*** Opening Records shown ***
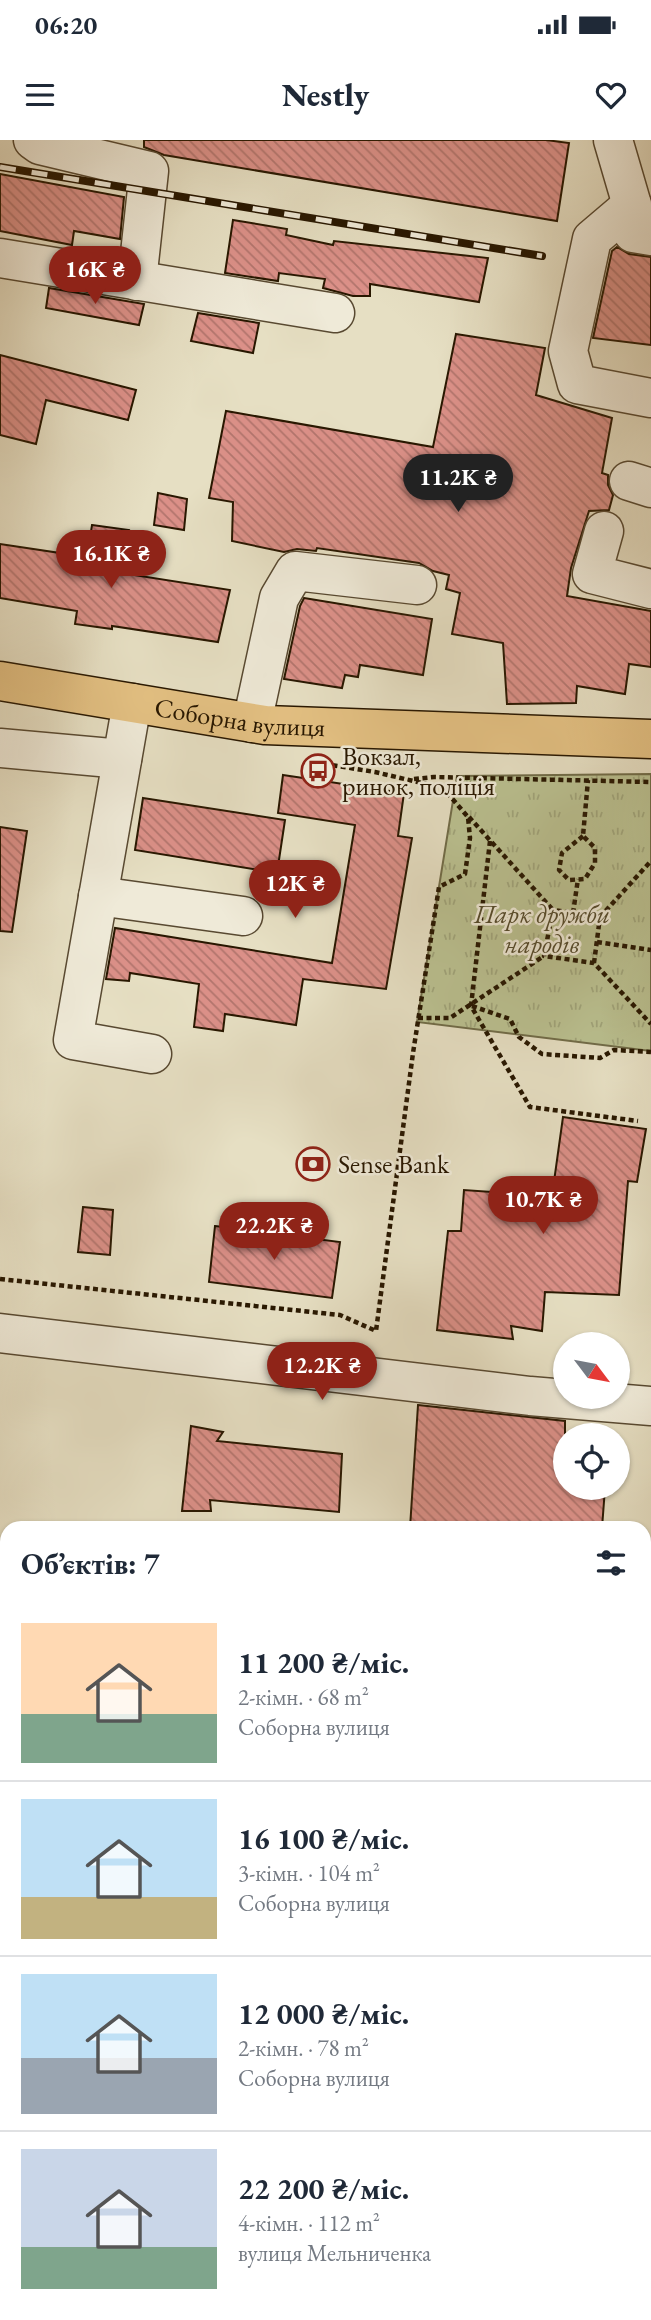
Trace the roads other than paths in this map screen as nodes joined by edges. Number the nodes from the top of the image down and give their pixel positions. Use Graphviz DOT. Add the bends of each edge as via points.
graph roads {
  1 [pos="33,140"];
  2 [pos="613,140"];
  3 [pos="641,220"];
  4 [pos="0,258"];
  5 [pos="137,281"];
  6 [pos="335,313"];
  7 [pos="651,398"];
  8 [pos="604,531"];
  9 [pos="417,585"];
  10 [pos="651,589"];
  11 [pos="0,681"];
  12 [pos="132,703"];
  13 [pos="252,723"];
  14 [pos="651,739"];
  15 [pos="0,748"];
  16 [pos="122,759"];
  17 [pos="99,896"];
  18 [pos="243,916"];
  19 [pos="152,1054"];
  20 [pos="0,1334"];
  21 [pos="651,1406"];
  1 -- 5 [label="street" via="149,171"];
  2 -- 3 [label="street"];
  3 -- 7 [label="street" via="592,239 568,351 577,384"];
  4 -- 5 [label="street"];
  5 -- 6 [label="street"];
  8 -- 10 [label="street" via="592,574"];
  9 -- 13 [label="street" via="295,571 279,598"];
  11 -- 12 [label="main road, Соборна вулиця"];
  12 -- 13 [label="main road, Соборна вулиця"];
  12 -- 16 [label="street"];
  13 -- 14 [label="main road, Соборна вулиця"];
  15 -- 16 [label="street"];
  16 -- 17 [label="street"];
  17 -- 18 [label="street"];
  17 -- 19 [label="street" via="73,1040"];
  20 -- 21 [label="street"];
}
*** Closing Records shown ***
* [Task to complete]: With the pictures removed, return each record above exactly as given.

* [Answer space]:
Trace the roads other than paths in this map screen as nodes joined by edges. Number the nodes from the top of the image down and give their pixel positions. Use Graphviz DOT. Add the bends of each edge as via points.
graph roads {
  1 [pos="33,140"];
  2 [pos="613,140"];
  3 [pos="641,220"];
  4 [pos="0,258"];
  5 [pos="137,281"];
  6 [pos="335,313"];
  7 [pos="651,398"];
  8 [pos="604,531"];
  9 [pos="417,585"];
  10 [pos="651,589"];
  11 [pos="0,681"];
  12 [pos="132,703"];
  13 [pos="252,723"];
  14 [pos="651,739"];
  15 [pos="0,748"];
  16 [pos="122,759"];
  17 [pos="99,896"];
  18 [pos="243,916"];
  19 [pos="152,1054"];
  20 [pos="0,1334"];
  21 [pos="651,1406"];
  1 -- 5 [label="street" via="149,171"];
  2 -- 3 [label="street"];
  3 -- 7 [label="street" via="592,239 568,351 577,384"];
  4 -- 5 [label="street"];
  5 -- 6 [label="street"];
  8 -- 10 [label="street" via="592,574"];
  9 -- 13 [label="street" via="295,571 279,598"];
  11 -- 12 [label="main road, Соборна вулиця"];
  12 -- 13 [label="main road, Соборна вулиця"];
  12 -- 16 [label="street"];
  13 -- 14 [label="main road, Соборна вулиця"];
  15 -- 16 [label="street"];
  16 -- 17 [label="street"];
  17 -- 18 [label="street"];
  17 -- 19 [label="street" via="73,1040"];
  20 -- 21 [label="street"];
}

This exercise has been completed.